La dame était d’une grande beauté, un fait qu’elle n’oubliait pas une seconde. Ses cheveux étaient aussi sombres que la nuit, elle avait une peau de pêche et de très grands yeux, insondables comme une mare en hiver. Ses cheveux étaient d’une beauté comme on en voit rarement, tressés et enroulés lourdement sur ses oreilles, sans les cacher mais en les mettant en valeur. Un fin filet d’argent constellé de joyaux pâles enserrait ses cheveux et un bijou en argent ornait son front.

Sa robe était coupée dans un tissu jaune et brillant parsemé de pois en argent, ses plis volumineux étaient resserrés autour de sa taille par une ceinture en pierreries. Elle avait un grand décolleté et un manteau gris et argent avec une doublure en belle fourrure blanche.

Jan regardait subrepticement cette charmante vision avec un étonnement total. Jamais il n’avait imaginé une chose pareille. Le visage ingénu de Morven montrait qu’elle aussi elle avait vu la dame. Pas un détail de cette vision fascinante n’échappait à son examen critique.

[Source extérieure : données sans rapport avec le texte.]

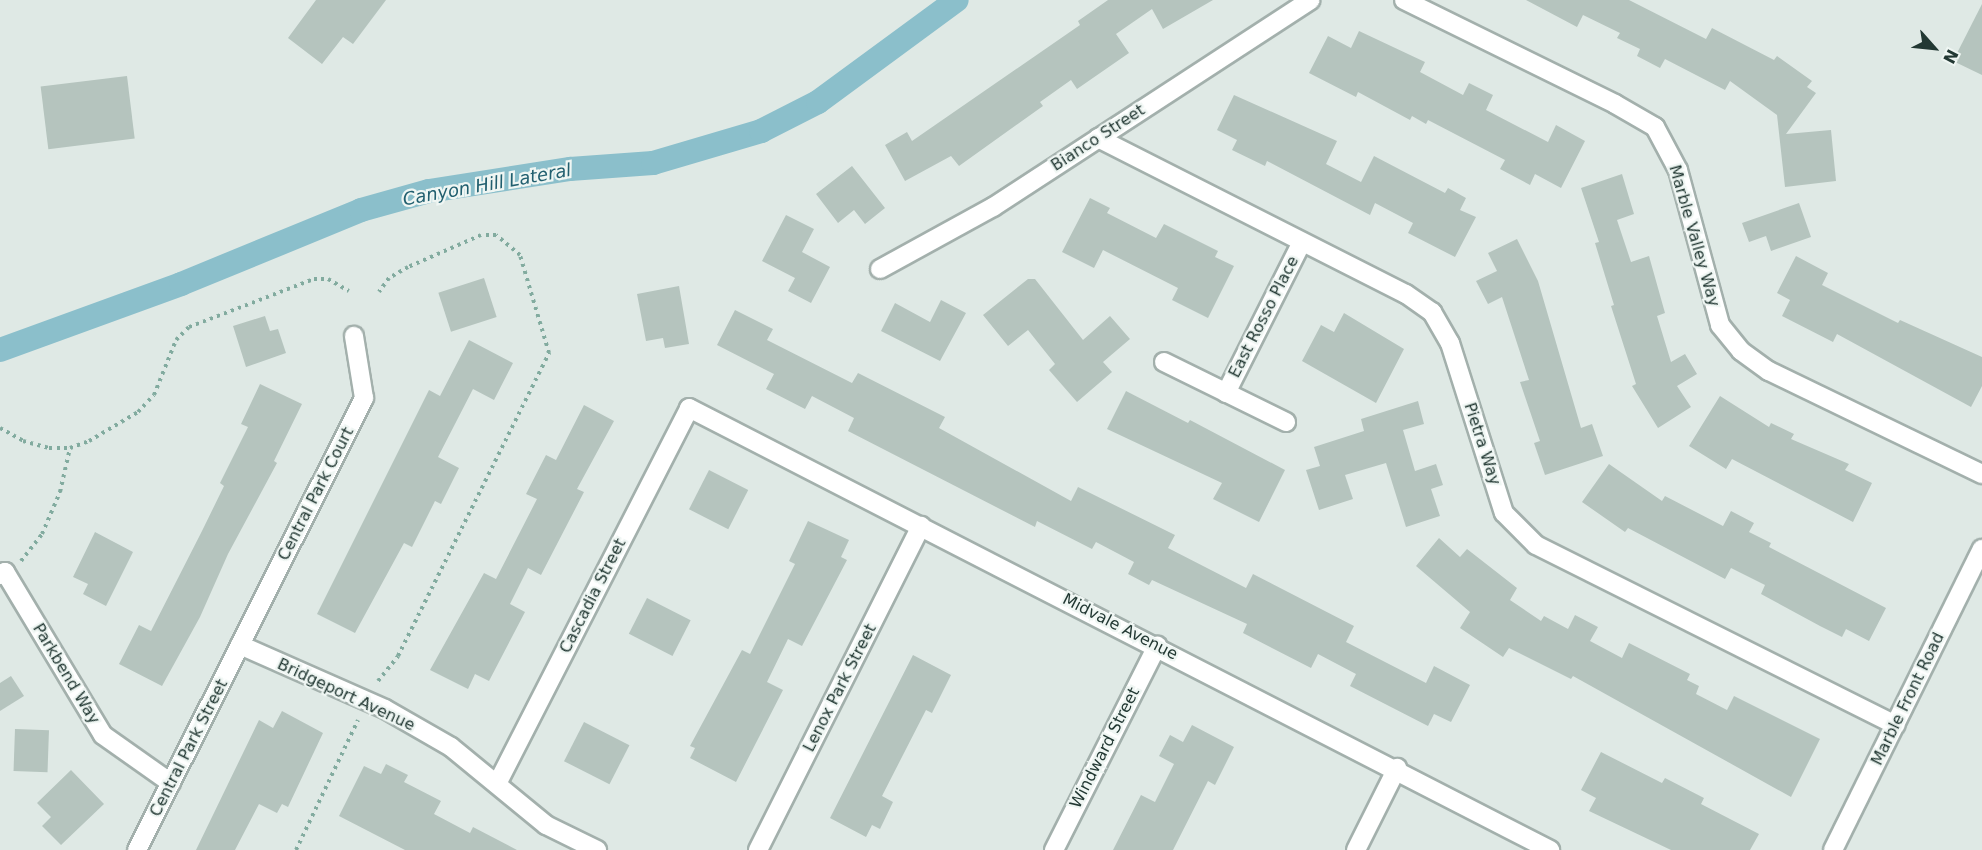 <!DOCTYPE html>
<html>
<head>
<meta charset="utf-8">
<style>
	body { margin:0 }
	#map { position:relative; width:1982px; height:850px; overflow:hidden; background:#dfe9e5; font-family:"DejaVu Sans",sans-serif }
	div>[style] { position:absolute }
	.canal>* { height:24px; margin:-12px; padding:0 12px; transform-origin:12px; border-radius:12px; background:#8bbfcb }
	.building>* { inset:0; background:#b5c4be; transform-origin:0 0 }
	.path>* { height:4px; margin-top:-2px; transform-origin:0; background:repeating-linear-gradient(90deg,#82ab9f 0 3px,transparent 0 7.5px) }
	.roads { filter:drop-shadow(2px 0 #a3b0ac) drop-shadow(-2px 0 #a3b0ac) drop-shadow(0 2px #a3b0ac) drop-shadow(0 -2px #a3b0ac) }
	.street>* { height:18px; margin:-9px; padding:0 9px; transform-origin:9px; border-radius:9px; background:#fff }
	.secondary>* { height:18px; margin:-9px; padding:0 9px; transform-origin:9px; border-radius:9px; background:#fff }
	span { translate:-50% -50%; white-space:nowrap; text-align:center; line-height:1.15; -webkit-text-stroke:4.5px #eff6f3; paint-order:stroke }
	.street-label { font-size:16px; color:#223833 }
	.water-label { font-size:18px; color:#215f6f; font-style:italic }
	.north { position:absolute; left:1904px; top:18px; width:60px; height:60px; -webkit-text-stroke:4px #eff6f3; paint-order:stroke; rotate:117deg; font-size:16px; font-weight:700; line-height:24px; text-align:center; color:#223833 }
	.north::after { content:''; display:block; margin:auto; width:21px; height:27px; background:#223833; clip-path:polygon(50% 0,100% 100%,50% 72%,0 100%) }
</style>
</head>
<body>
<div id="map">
	<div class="canal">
		<i style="left:0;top:350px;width:193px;rotate:-20deg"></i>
		<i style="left:181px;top:284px;width:195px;rotate:-22.3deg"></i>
		<i style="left:361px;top:210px;width:71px;rotate:-15.6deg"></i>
		<i style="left:429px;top:191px;width:143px;rotate:-8.9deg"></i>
		<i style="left:570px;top:169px;width:83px;rotate:-4.1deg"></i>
		<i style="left:653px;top:163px;width:113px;rotate:-16.5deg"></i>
		<i style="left:761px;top:131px;width:64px;rotate:-27deg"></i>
		<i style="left:818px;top:102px;width:172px;rotate:-36.3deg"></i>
	</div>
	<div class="building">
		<i style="clip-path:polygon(316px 0,386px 0,353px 44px,343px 37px,322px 64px,288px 38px)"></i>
		<i style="clip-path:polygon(1108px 0,1213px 0,1163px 29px,1152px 9px,1116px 34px,1129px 53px,1077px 89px,1071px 80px,1040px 102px,1043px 106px,959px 166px,951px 156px,905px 181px,885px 145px,907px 132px,912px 141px,1080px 25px,1078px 21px)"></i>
		<i style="clip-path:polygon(1526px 0,1629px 0,1706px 39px,1712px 28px,1774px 60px,1777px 56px,1812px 81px,1807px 87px,1816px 93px,1786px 134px,1831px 130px,1836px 181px,1785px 187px,1777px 115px,1730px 81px,1725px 90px,1665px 59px,1660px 68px,1637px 56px,1640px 49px,1617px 38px,1620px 33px,1583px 15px,1577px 27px)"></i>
		<i style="clip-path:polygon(1982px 4px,1982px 75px,1953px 61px)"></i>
		<i style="clip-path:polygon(1359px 31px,1425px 62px,1420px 72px,1463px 95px,1469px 83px,1493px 95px,1486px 110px,1548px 142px,1556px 125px,1585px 141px,1561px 188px,1535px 174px,1530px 185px,1500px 169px,1505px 160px,1428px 120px,1426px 124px,1412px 116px,1410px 120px,1358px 92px,1356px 97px,1309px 73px,1328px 36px,1351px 48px)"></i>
		<i style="left:127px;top:76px;width:63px;height:87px;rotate:83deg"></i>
		<i style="clip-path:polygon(1234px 95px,1337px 141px,1326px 164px,1361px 182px,1374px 156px,1445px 193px,1448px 188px,1466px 198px,1460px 210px,1476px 217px,1455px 257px,1408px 233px,1413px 223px,1375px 203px,1370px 215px,1267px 161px,1265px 166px,1232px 150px,1237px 140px,1217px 130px)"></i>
		<i style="clip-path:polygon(852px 166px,885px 208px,865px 224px,854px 210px,838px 223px,816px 194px)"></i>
		<i style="clip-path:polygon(1622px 174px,1634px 214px,1617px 220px,1631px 262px,1649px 256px,1665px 313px,1657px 316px,1671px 362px,1685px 354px,1697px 374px,1677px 386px,1691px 407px,1658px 428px,1632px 386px,1636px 384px,1611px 306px,1614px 305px,1595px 243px,1599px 242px,1581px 188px)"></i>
		<i style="clip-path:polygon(1090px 198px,1110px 208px,1107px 213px,1156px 238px,1164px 224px,1218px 251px,1215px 257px,1234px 266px,1208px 318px,1172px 300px,1178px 288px,1103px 250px,1094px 268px,1062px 252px)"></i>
		<i style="clip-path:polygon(1799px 203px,1811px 237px,1771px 251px,1766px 236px,1749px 242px,1742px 223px)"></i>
		<i style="clip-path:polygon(786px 215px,814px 229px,802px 252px,830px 267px,811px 303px,788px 291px,795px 278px,762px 261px)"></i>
		<i style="clip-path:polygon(1517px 239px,1538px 281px,1581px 428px,1592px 424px,1603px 456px,1545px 475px,1534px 443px,1540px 441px,1520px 382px,1529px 380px,1502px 297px,1488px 304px,1476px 281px,1497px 271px,1488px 253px)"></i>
		<i style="clip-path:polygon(1796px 256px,1828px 273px,1822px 285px,1898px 323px,1900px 320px,1982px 357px,1982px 386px,1971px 407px,1837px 334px,1833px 342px,1782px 316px,1790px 300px,1777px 293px)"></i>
		<i style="left:484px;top:278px;width:41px;height:48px;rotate:72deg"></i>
		<i style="clip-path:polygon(1028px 279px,1035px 279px,1083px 340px,1110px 316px,1130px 339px,1103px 362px,1112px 372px,1077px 402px,1049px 370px,1055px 364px,1028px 330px,1008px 346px,983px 315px)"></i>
		<i style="clip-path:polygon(679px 286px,689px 344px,665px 348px,663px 338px,646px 341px,637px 294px)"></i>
		<i style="clip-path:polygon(941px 300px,966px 313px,940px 361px,881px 331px,895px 303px,930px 322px)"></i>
		<i style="clip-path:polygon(735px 310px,773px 329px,767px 340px,852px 383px,858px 373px,945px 417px,939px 428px,1071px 501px,1078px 487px,1175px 535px,1168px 548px,1246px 588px,1253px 574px,1354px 626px,1346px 642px,1426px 683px,1434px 666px,1470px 685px,1451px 722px,1434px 714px,1428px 726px,1350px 686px,1356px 674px,1318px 654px,1311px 668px,1243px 633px,1247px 624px,1152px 580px,1149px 585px,1128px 574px,1134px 562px,1096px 542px,1092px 549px,1037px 521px,1035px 527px,848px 431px,854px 418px,812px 396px,805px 409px,766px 389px,774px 374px,717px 345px)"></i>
		<i style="clip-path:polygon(1344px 313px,1404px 349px,1376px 403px,1302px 361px,1321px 325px,1334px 332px)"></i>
		<i style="clip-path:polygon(265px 316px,270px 331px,278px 329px,286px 353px,246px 367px,233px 326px)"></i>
		<i style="clip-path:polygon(469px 340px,513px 363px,494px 400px,473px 389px,438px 457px,459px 468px,441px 504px,435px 501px,412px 547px,404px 543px,355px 633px,317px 614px,429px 390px,440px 396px)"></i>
		<i style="clip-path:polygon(260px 384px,302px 404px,274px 461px,277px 463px,228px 554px,200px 617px,162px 686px,119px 664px,139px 625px,151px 631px,202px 531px,224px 486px,220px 483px,248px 427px,241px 424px)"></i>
		<i style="clip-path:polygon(1126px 391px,1188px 423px,1190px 420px,1285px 470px,1259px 522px,1213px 499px,1222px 483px,1107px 429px)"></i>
		<i style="clip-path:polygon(1720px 396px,1769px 427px,1771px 423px,1794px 434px,1791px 439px,1849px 464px,1845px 470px,1872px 483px,1853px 522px,1732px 459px,1726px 469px,1689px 446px)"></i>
		<i style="clip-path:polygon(1418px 401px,1424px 424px,1403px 430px,1415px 471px,1436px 464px,1443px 485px,1431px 489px,1440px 516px,1406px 527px,1386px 463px,1345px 475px,1353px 499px,1319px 510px,1306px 470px,1320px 466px,1314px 447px,1364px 431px,1361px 419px)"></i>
		<i style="clip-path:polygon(584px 405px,614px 421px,577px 489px,584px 492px,541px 575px,528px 568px,510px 604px,525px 612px,489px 681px,475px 674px,468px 689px,430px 670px,484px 573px,496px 579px,537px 499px,526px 494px,546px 455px,556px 460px)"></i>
		<i style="clip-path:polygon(1609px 464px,1662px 501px,1665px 496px,1723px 526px,1731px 511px,1754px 523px,1749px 532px,1771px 543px,1769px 547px,1886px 608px,1869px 641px,1846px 629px,1842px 637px,1820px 626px,1761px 594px,1765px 585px,1731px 568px,1725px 579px,1628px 528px,1625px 532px,1582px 502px)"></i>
		<i style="left:709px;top:470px;width:44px;height:44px;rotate:27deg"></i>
		<i style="clip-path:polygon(808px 521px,849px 540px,841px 557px,847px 560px,802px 646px,788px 639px,767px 682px,783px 690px,736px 782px,690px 758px,695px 748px,690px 746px,742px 650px,750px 654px,795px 564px,789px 561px)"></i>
		<i style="clip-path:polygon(95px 532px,133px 552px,106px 606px,83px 594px,88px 584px,73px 577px)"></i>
		<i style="clip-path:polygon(1439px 538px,1460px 557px,1467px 549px,1517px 588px,1510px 600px,1541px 621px,1544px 616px,1568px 629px,1575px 615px,1598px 627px,1590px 641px,1622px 658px,1629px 643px,1690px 674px,1687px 680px,1699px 686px,1696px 694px,1727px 710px,1734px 696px,1820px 739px,1791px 797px,1573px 676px,1571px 679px,1509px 648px,1503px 657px,1460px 628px,1470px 612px,1416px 566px)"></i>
		<i style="left:647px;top:598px;width:49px;height:40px;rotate:27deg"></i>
		<i style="clip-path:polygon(913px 655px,951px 675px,932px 713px,926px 710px,882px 796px,893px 802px,880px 829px,872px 825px,866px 837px,830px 818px)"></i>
		<i style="clip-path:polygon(11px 676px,24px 696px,0 711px,0 683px)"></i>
		<i style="clip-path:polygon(282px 711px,323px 733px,288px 807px,282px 804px,277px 813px,259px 804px,235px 850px,196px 850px,259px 720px,273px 728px)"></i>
		<i style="left:584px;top:722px;width:51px;height:44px;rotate:27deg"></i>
		<i style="clip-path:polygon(1192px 725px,1234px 747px,1215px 785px,1208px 781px,1173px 850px,1113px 850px,1141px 795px,1155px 802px,1174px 764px,1159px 756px,1170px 735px,1183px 742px)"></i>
		<i style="left:15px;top:729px;width:34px;height:42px;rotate:2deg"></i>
		<i style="clip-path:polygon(1601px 752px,1662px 783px,1665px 778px,1704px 798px,1701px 804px,1759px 834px,1750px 850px,1671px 850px,1589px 811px,1596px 798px,1581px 790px)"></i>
		<i style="clip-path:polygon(386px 764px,408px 775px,404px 782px,441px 801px,434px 814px,470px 833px,473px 827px,517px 850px,405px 850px,339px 816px,364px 766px,381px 774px)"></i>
		<i style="clip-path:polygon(71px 770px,104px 804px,61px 845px,42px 826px,51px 817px,37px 803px)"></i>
	</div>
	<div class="path">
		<i style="left:0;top:428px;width:26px;rotate:29deg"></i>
		<i style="left:23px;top:441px;width:27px;rotate:15deg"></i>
		<i style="left:49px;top:448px;width:21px"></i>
		<i style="left:70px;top:448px;width:20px;rotate:-20deg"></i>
		<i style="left:89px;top:441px;width:57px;rotate:-30.6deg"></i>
		<i style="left:138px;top:412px;width:23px;rotate:-47deg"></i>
		<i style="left:154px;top:395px;width:59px;rotate:-68.2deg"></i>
		<i style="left:176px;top:340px;width:18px;rotate:-45deg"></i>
		<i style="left:189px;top:327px;width:134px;rotate:-21deg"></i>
		<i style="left:314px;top:279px;width:14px"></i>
		<i style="left:328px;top:279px;width:24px;rotate:30deg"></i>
		<i style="left:21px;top:561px;width:34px;rotate:-52deg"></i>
		<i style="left:42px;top:534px;width:46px;rotate:-66.8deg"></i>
		<i style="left:60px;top:492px;width:45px;rotate:-77.2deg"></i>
		<i style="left:378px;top:681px;width:32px;rotate:-51deg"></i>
		<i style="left:398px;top:656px;width:339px;rotate:-63.5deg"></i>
		<i style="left:549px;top:353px;width:102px;rotate:-106.5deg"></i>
		<i style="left:520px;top:255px;width:31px;rotate:-140deg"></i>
		<i style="left:496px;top:235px;width:15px;rotate:180deg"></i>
		<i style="left:481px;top:235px;width:80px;rotate:156.3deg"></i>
		<i style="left:408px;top:267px;width:22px;rotate:150deg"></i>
		<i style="left:389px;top:278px;width:17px;rotate:126deg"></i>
		<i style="left:296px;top:850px;width:144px;rotate:-64.5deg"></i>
	</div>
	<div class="roads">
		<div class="street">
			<i style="left:1404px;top:0;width:235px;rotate:26.2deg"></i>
			<i style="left:1615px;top:104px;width:46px;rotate:29.9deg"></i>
			<i style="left:1655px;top:127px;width:49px;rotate:61.9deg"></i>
			<i style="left:1678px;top:170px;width:161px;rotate:74.8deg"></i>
			<i style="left:1720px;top:325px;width:33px;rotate:51deg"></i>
			<i style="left:1741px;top:351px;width:34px;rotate:36deg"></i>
			<i style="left:1769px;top:371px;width:237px;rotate:25.8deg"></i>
			<i style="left:1098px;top:138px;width:345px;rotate:26.9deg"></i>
			<i style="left:1406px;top:294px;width:32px;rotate:35deg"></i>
			<i style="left:1432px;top:312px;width:36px;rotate:60deg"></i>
			<i style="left:1450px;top:343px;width:178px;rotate:72.4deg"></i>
			<i style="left:1504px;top:513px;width:45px;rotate:45deg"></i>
			<i style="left:1536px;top:545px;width:402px;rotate:26.6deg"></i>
			<i style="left:880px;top:269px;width:129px;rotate:-28.8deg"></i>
			<i style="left:993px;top:207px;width:379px;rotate:-33.1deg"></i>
			<i style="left:1164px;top:362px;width:136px;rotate:26.2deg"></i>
			<i style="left:1226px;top:393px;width:169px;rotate:-63.3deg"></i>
			<i style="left:0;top:575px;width:6px;rotate:-31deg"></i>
			<i style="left:5px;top:572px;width:190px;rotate:59deg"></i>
			<i style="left:103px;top:735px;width:83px;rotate:35.2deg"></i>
			<i style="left:240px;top:645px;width:158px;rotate:23.8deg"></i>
			<i style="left:385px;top:709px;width:76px;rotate:29.9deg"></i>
			<i style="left:451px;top:747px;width:123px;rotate:39.4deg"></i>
			<i style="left:546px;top:825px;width:57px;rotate:26.1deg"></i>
			<i style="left:497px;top:784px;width:422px;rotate:-62.9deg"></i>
			<i style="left:689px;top:408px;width:968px;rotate:27.17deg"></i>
			<i style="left:137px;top:850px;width:506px;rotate:-63.33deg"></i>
			<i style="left:364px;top:398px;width:63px;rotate:-99.2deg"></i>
			<i style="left:758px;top:850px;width:363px;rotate:-63.3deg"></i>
			<i style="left:1054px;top:850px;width:229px;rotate:-63.2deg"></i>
			<i style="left:1356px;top:850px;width:92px;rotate:-63.4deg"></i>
		</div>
		<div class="secondary">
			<i style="left:1833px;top:850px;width:336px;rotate:-63.7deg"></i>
		</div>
	</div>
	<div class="street-label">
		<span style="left:1098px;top:138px;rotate:-33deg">Bianco Street</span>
		<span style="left:1694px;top:236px;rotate:74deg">Marble Valley Way</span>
		<span style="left:1264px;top:317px;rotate:-63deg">East Rosso Place</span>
		<span style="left:1482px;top:444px;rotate:72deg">Pietra Way</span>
		<span style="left:316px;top:494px;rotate:-63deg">Central Park Court</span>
		<span style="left:593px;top:596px;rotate:-63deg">Cascadia Street</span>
		<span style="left:1120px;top:627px;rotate:27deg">Midvale Avenue</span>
		<span style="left:66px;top:674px;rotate:59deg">Parkbend Way</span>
		<span style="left:840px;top:688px;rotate:-63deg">Lenox Park Street</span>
		<span style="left:346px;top:695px;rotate:25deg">Bridgeport Avenue</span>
		<span style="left:1908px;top:699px;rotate:-64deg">Marble Front Road</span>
		<span style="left:189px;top:748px;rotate:-63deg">Central Park Street</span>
		<span style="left:1105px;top:748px;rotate:-63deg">Windward Street</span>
	</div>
	<div class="water-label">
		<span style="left:487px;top:185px;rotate:-10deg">Canyon Hill Lateral</span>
	</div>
	<div class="north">N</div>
</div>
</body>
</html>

Mais le tableau n’était pas complet sans leur page et ce fut lui que les yeux d’Olaf fixaient. C’était un jeune homme de dix-huit ans, grand et vêtu de la tête aux pieds de vêtements pourpres brodés d’or. Il portait un bonnet pointu et ses cheveux blonds tombaient en boucles sur ses épaules. Il marchait prudemment dans ses souliers pointus comme si l’herbe fleurie était un outrage pour ses semelles. Il parlait d’un discours hésitant, comme si les mots qui viennent d’eux-mêmes n’étaient pas assez bien pour sa langue. Bref, il était insupportable. Son seigneur le traitait avec un mépris affectueux mêlé de bonne humeur, comme s’il était trop jeune pour être pris au sérieux, mais sa maîtresse n’avait d’yeux que pour lui et chaque fois que l’occasion se présentait (c’est-à-dire souvent, son seigneur étant très occupé par les faucons) ils échangeaient des paroles à voix basse et échangeaient des regards amoureux.